France Télécom : Michel Bon coupable, mais pas seul responsable

La Cour de Discipline Budgétaire et Financière de l'Etat a finalement rendu son avis sur la gestion de France Télécom par Michel Bon. Le patron qui a fait de l'opérateur historique un géant international des mobiles et de l'Internet, mais qui a aussi failli mener l'opérateur à sa perte, devra payer 10 000 € d'amende pour sa gestion "opaque". Reste que la cour pointe du doigt l'incurie de l'Etat actionnaire et de ses représentants qui, informés de la stratégie du groupe, n'ont jamais tenté de stopper la folle course en avant de l'opérateur en pleine bulle Internet...

michelbonMichel Bon, l'ancien patron de France Télécom, a finalement été jugé coupable d'infractions aux règles d'information du conseil d'administration et de l'Etat. Le patron de France Télécom, qui avait mené à la hussarde le développement de l'opérateur à l'international (notamment dans les mobiles avec le rachat d'Orange, celui de Mobilcom et celui de l'opérateur historique polonais TPSA), devra payer 10 000 euros d'amende au lieu des 180 000 euros requis par le procureur général de la Cour de Discipline Budgétaire et Financière (CDBF), la juridiction administrative spécialisée, chargée de réprimer les irrégularités en matière de finances publiques. 

Michel Bon a quitté France Télécom en septembre 2002 pour être remplacé par Thierry Breton. A l'époque, en pleine débâcle financière, France Télécom était menacé de dépôt de bilan, plombé par près de 70 Mds € de dettes et d'engagements hors bilan suite à son expansion internationale.

Reste que l'ancien patron paye en partie des fautes qui ne sont pas les siennes.
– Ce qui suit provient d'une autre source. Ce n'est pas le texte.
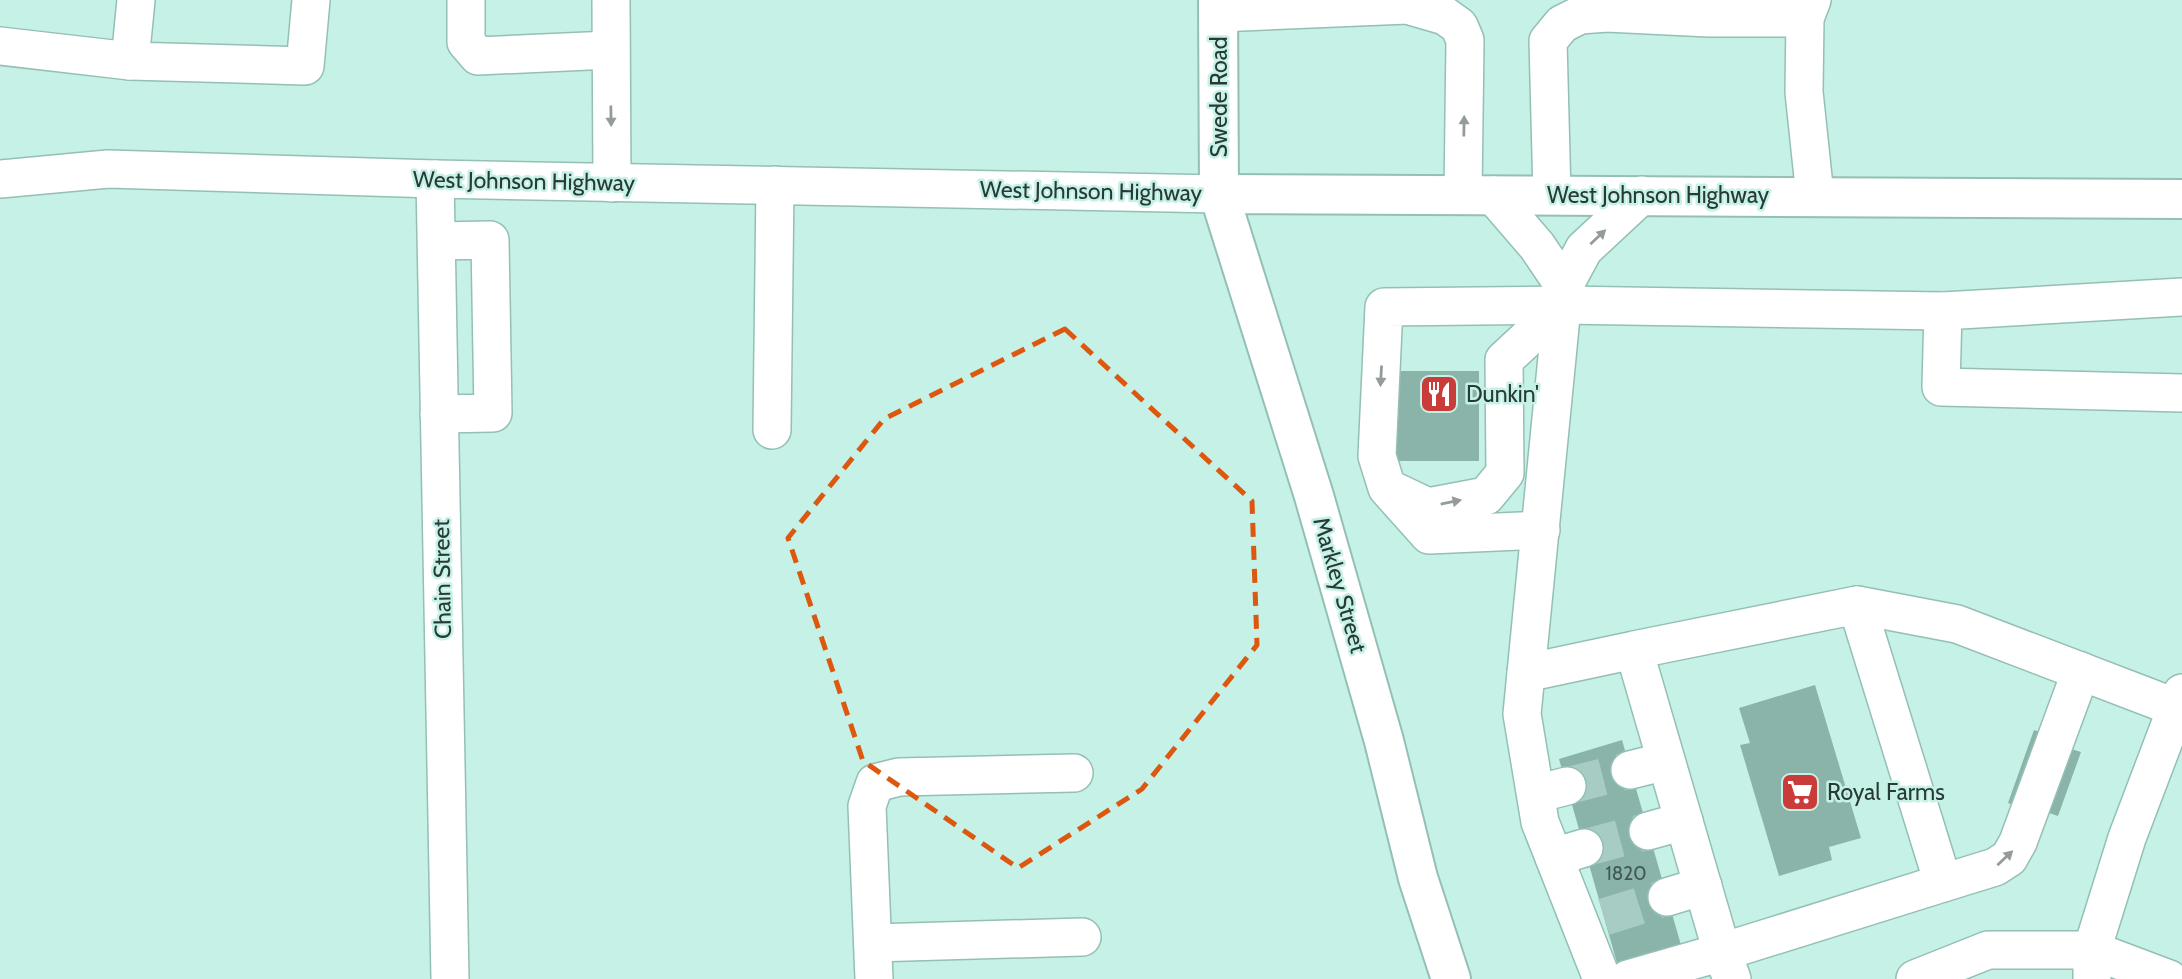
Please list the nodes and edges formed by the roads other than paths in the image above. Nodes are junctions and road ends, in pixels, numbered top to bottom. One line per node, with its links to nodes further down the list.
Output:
1 (136, 0): 9 (street)
2 (311, 0): 9 (street)
3 (466, 0): 8 (street)
4 (611, 0): 8 (street)
5 (1218, 6): 14 (main road, Swede Road); 15 (street, one-way to 5)
6 (1809, 9): 16 (street); 18 (street)
7 (0, 46): 9 (street)
8 (610, 50): 12 (street, one-way to 12)
9 (130, 61)
10 (0, 179): 11 (street, West Johnson Highway)
11 (435, 179): 12 (street, West Johnson Highway); 20 (street, Chain Street)
12 (612, 183): 13 (street, West Johnson Highway)
13 (775, 185): 14 (street, West Johnson Highway); 26 (street)
14 (1219, 194): 15 (main road, West Johnson Highway); 48 (main road, Markley Street)
15 (1478, 195): 16 (main road, West Johnson Highway); 21 (street)
16 (1552, 195): 17 (main road, West Johnson Highway)
17 (1642, 195): 18 (main road, West Johnson Highway); 21 (street, one-way to 17)
18 (1815, 196): 19 (main road, West Johnson Highway)
19 (2182, 199)
20 (437, 241): 25 (street, Chain Street); 25 (street)
21 (1563, 295): 23 (street); 27 (street, one-way to 21); 27 (street, one-way to 27); 28 (street)
22 (2182, 298): 23 (street)
23 (1943, 312): 24 (street)
24 (2182, 393)
25 (439, 414): 46 (street, Chain Street)
26 (772, 429)
27 (1387, 488): 28 (street)
28 (1541, 530): 32 (street)
29 (1857, 605): 30 (street); 31 (street); 39 (street)
30 (1634, 650): 32 (street); 34 (street)
31 (2081, 671): 33 (street); 39 (street, one-way to 31)
32 (1526, 673): 49 (street)
33 (2181, 704): 45 (street)
34 (1666, 761): 35 (street); 37 (street)
35 (1630, 770)
36 (1074, 772): 43 (street)
37 (1684, 821): 38 (street); 40 (street)
38 (1648, 831)
39 (1943, 883): 44 (street)
40 (1703, 886): 41 (street); 44 (street)
41 (1667, 897)
42 (1082, 937): 43 (street)
43 (873, 943): 47 (street)
44 (1727, 965): 50 (street)
45 (2092, 965): 51 (street); 52 (street)
46 (450, 979)
47 (874, 979)
48 (1451, 979)
49 (1602, 979)
50 (1628, 979)
51 (1915, 979)
52 (2169, 979)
Tout en soutenant sa stratégie d'expansion, le gouvernement de l'époque n'a pas accepté pour des raisons éminemment politiques de se laisser diluer sous la barre symbolique des 50% lors de la première grosse acquisition de l'opérateur français, celle de l'Anglais Orange, devenu ironiquement la marque phare du groupe. Cette acquisition à 60 milliards d'euros (50 Md€ + 10 Md€ de reprise de dettes) a contraint l'opérateur hexagonal à s'alourdir d'une dette de 30 Md€, dette qui s'est progressivement accrue avec les rachats de TPSA, d'Equant, l'achat de la licence 3 G allemande de MobilCom… 

Circonstances atténuantes

En reconnaissant des circonstances atténuantes à Michel Bon, la Cour note ainsi les défaillances de l'Etat actionnaires et de ses représentants au conseil d'administration. Car il est difficile de reprocher à Bon l'opacité de sa gestion : les comptes de France Télécom étaient publics à l'époque et l'accroissement de la dette s'est effectué au vu et au sus de tous. Le plus étonnant en fait est que personne n'ait tiré la sonnette d'alarme plus tôt. 

Comme à l'accoutumée, Michel Bon a fait figure de coupable et son successeur de sauveteur. Mais, quels que soient les mérites de l'un ou de l'autre, c'est finalement une promesse de 9 Md$ de prêt relais par le ministre des Finances de l'époque, Francis Mer, qui a achevé de débloquer la situation de l'opérateur. La promesse (jamais consommée) a en effet rassuré les marchés sur le soutien de l'Etat actionnaire et a permis à l'opérateur de lever les fonds nécessaires à sa relance. La suite est connue : entre 2002 et 2007, la dette du groupe a été ramenée de 68 Md€ à 37 Mds€ soit environ 2 fois la marge brute opérationnelle, contre 4,5 fois aux pires heures du groupe. Alors que France Télécom affichait 20,7 milliards de pertes en 2002, il a réalisé un bénéfice de 6,3 Mds € en 2007.